ExxonMobil just reported the largest annual profit ever by a U.S. company -- a staggering $39.5 billion.
I say congratulations, although Hillary Clinton begs to differ.
At the winter meeting of the Democratic National Committee, the senator from New York said, “The oil companies reported the highest profits in the history of the world. I want to take those profits and I want to put them in an alternative energy fund.”
Take? Isn’t that a confiscation of private property? Author P.J. O’Rourke framed it perfectly on a recent edition of CNBC’s Kudlow & Co.: She’s “Hugo Chavez in a pants suit.”
And what exactly would Mrs. Clinton be taking? ExxonMobil’s profits are outsized, but they come on sales of $377.5 billion, making for a profit margin of just over 10 cents on the dollar. This remains well below the profit margins of many industries, including banking and biotech where the margins nearly double those in the energy sector. The numbers are big, but the returns are middling.
And since sales and profits in the energy sector depend on the world price of oil, it’s feast or famine for these businesses. In the last decade, oil prices have fluctuated from about $10 a barrel to nearly $80. Talk about volatile pricing.
Indeed, the energy business isn’t easy. Still, ExxonMobil remains one of the best-run companies in America. Many professional investors believe it’s the best-run company. In his recent book, The Future for Investors, Jeremy Siegel of the University of Pennsylvania reveals that Exxon has been one of the top-three stocks in terms of return on investment over the past fifty-odd years. John D. Rockefeller Sr., looking down from on high, must be pleased.

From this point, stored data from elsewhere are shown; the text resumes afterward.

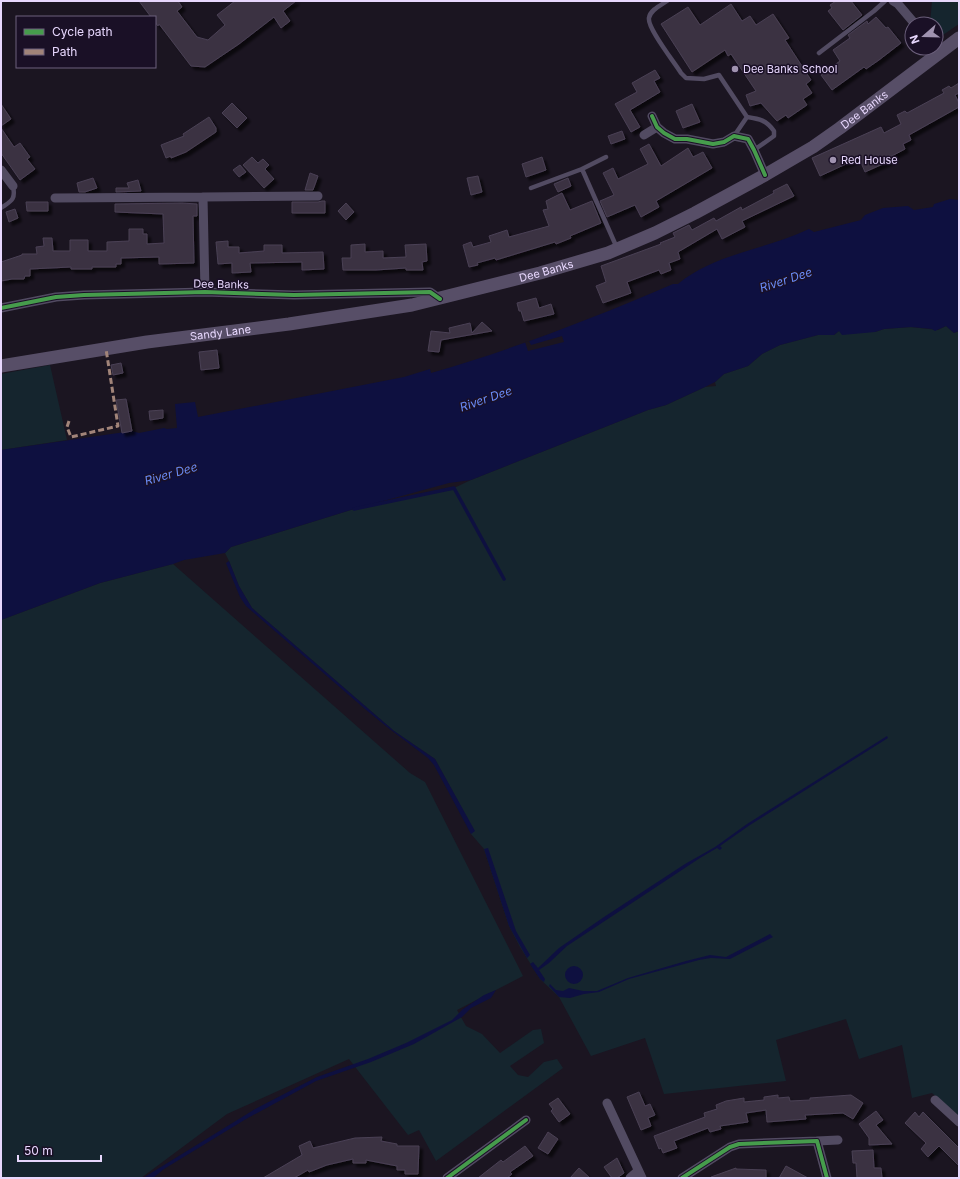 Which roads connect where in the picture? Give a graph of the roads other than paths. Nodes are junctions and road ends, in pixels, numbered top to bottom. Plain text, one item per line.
1 (667, 1) edge
2 (885, 1) edge
3 (894, 1) edge
4 (908, 16) edge
5 (959, 38) edge
6 (944, 47) edge
7 (819, 53) dead end
8 (930, 56) edge
9 (652, 116) dead end
10 (747, 117) junction
11 (657, 127) junction
12 (644, 135) dead end
13 (734, 136) junction
14 (754, 150) junction
15 (606, 157) dead end
16 (582, 169) junction
17 (1, 170) edge
18 (765, 175) junction
19 (13, 186) joint
20 (530, 188) dead end
21 (318, 196) dead end
22 (203, 197) junction
23 (56, 198) dead end
24 (1, 208) edge
25 (617, 249) junction
26 (205, 292) junction
27 (440, 299) junction
28 (1, 308) edge
29 (1, 366) edge
30 (935, 1100) dead end
31 (607, 1102) dead end
32 (526, 1120) dead end
33 (959, 1122) edge
34 (838, 1140) dead end
35 (817, 1141) junction
36 (640, 1174) edge
37 (447, 1178) edge
38 (630, 1178) edge
39 (682, 1178) edge
40 (827, 1178) edge

1 - 10 lane
2 - 7 lane
3 - 4 street
5 - 6 main road, Dee Banks
8 - 18 main road, Dee Banks
9 - 11 street
10 - 13 lane
10 - 14 lane
11 - 12 street
11 - 13 street
13 - 14 street
14 - 18 street
15 - 16 lane
16 - 20 lane
16 - 25 lane
17 - 19 street
18 - 25 main road, Dee Banks
19 - 24 lane
21 - 22 street
22 - 23 street
22 - 26 street
25 - 27 main road, Dee Banks
26 - 27 street, Dee Banks
26 - 28 street, Dee Banks
27 - 29 main road, Sandy Lane
30 - 33 street
31 - 36 street
32 - 37 street
34 - 35 street
35 - 39 street
35 - 40 street
36 - 38 street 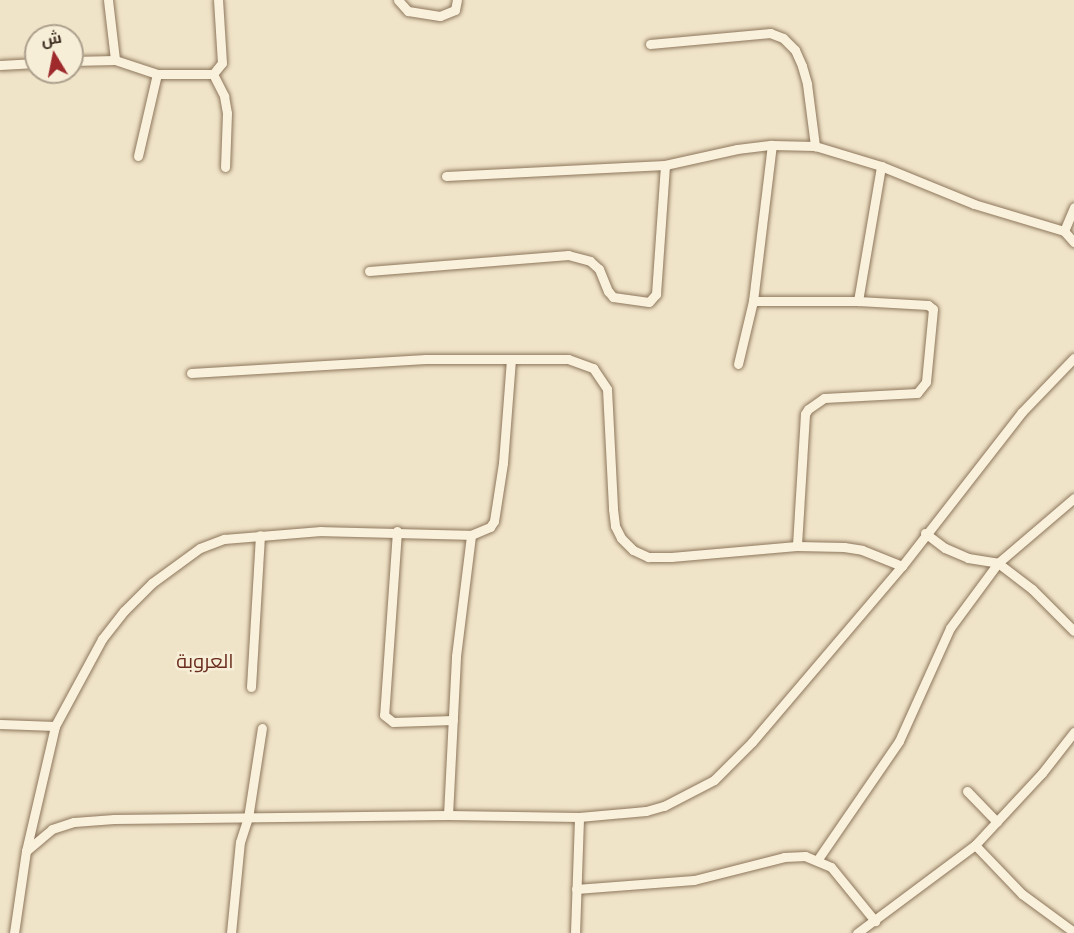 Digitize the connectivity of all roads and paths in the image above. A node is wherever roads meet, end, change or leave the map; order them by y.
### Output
1 (108, 0) edge
2 (218, 0) edge
3 (398, 0) edge
4 (457, 0) edge
5 (650, 44) dead end
6 (115, 60) junction
7 (84, 61) edge
8 (24, 64) edge
9 (0, 65) edge
10 (157, 74) junction
11 (213, 74) junction
12 (772, 145) junction
13 (815, 146) junction
14 (138, 156) dead end
15 (665, 165) junction
16 (880, 166) junction
17 (225, 167) dead end
18 (446, 176) dead end
19 (1074, 207) edge
20 (1064, 231) junction
21 (1074, 242) edge
22 (369, 271) dead end
23 (753, 301) junction
24 (858, 302) junction
25 (1074, 358) edge
26 (511, 360) junction
27 (738, 364) dead end
28 (191, 373) dead end
29 (1074, 498) edge
30 (397, 531) junction
31 (925, 533) junction
32 (260, 534) junction
33 (471, 535) junction
34 (797, 546) junction
35 (998, 563) junction
36 (902, 566) junction
37 (1074, 631) edge
38 (251, 687) dead end
39 (453, 720) junction
40 (0, 724) edge
41 (55, 726) junction
42 (262, 728) dead end
43 (1074, 732) edge
44 (967, 791) dead end
45 (448, 815) junction
46 (248, 818) junction
47 (579, 818) junction
48 (997, 822) junction
49 (975, 845) junction
50 (26, 851) junction
51 (818, 859) junction
52 (576, 889) junction
53 (875, 921) junction
54 (1074, 932) edge
55 (14, 933) edge
56 (231, 933) edge
57 (575, 933) edge
58 (857, 933) edge

1 - 6 street
2 - 11 street
3 - 4 street
5 - 13 street
6 - 7 street
6 - 10 street
8 - 9 street
10 - 11 street
10 - 14 street
11 - 17 street
12 - 13 street
12 - 15 street
12 - 23 street
13 - 16 street
15 - 18 street
15 - 22 street
16 - 20 street
16 - 24 street
19 - 20 street
20 - 21 street
23 - 24 street
23 - 27 street
24 - 34 street
25 - 31 street
26 - 28 street
26 - 33 street
26 - 34 street
29 - 35 street
30 - 32 street
30 - 33 street
30 - 39 street
31 - 35 street
31 - 36 street
32 - 38 street
32 - 41 street
33 - 39 street
34 - 36 street
35 - 37 street
35 - 51 street
36 - 47 street
39 - 45 street
40 - 41 street
41 - 50 street
42 - 46 street
43 - 48 street
44 - 48 street
45 - 46 street
45 - 47 street
46 - 50 street
46 - 56 street
47 - 52 street
48 - 49 street
49 - 53 street
49 - 54 street
50 - 55 street
51 - 52 street
51 - 53 street
52 - 57 street
53 - 58 street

But it’s also a tax-burdened company. While ExxonMobil recorded record profits last year, it also paid $100.7 billion in taxes -- two-and-half times its net profits, according to the Tax Foundation. In fact, over the past twenty-five years, federal and state governments took $397 billion from the largest oil companies and an additional $1.1 trillion in taxes at the pump. In today’s dollars, that’s $2.2 trillion.
This isn’t an isolated problem. The prevailing 35 percent corporate tax rate takes a monster bite from all U.S. businesses. Moreover, our business taxes are far too high in relation to the rest of the world. Believe it or not,the corporate tax rate is lower in France than it is in the United States.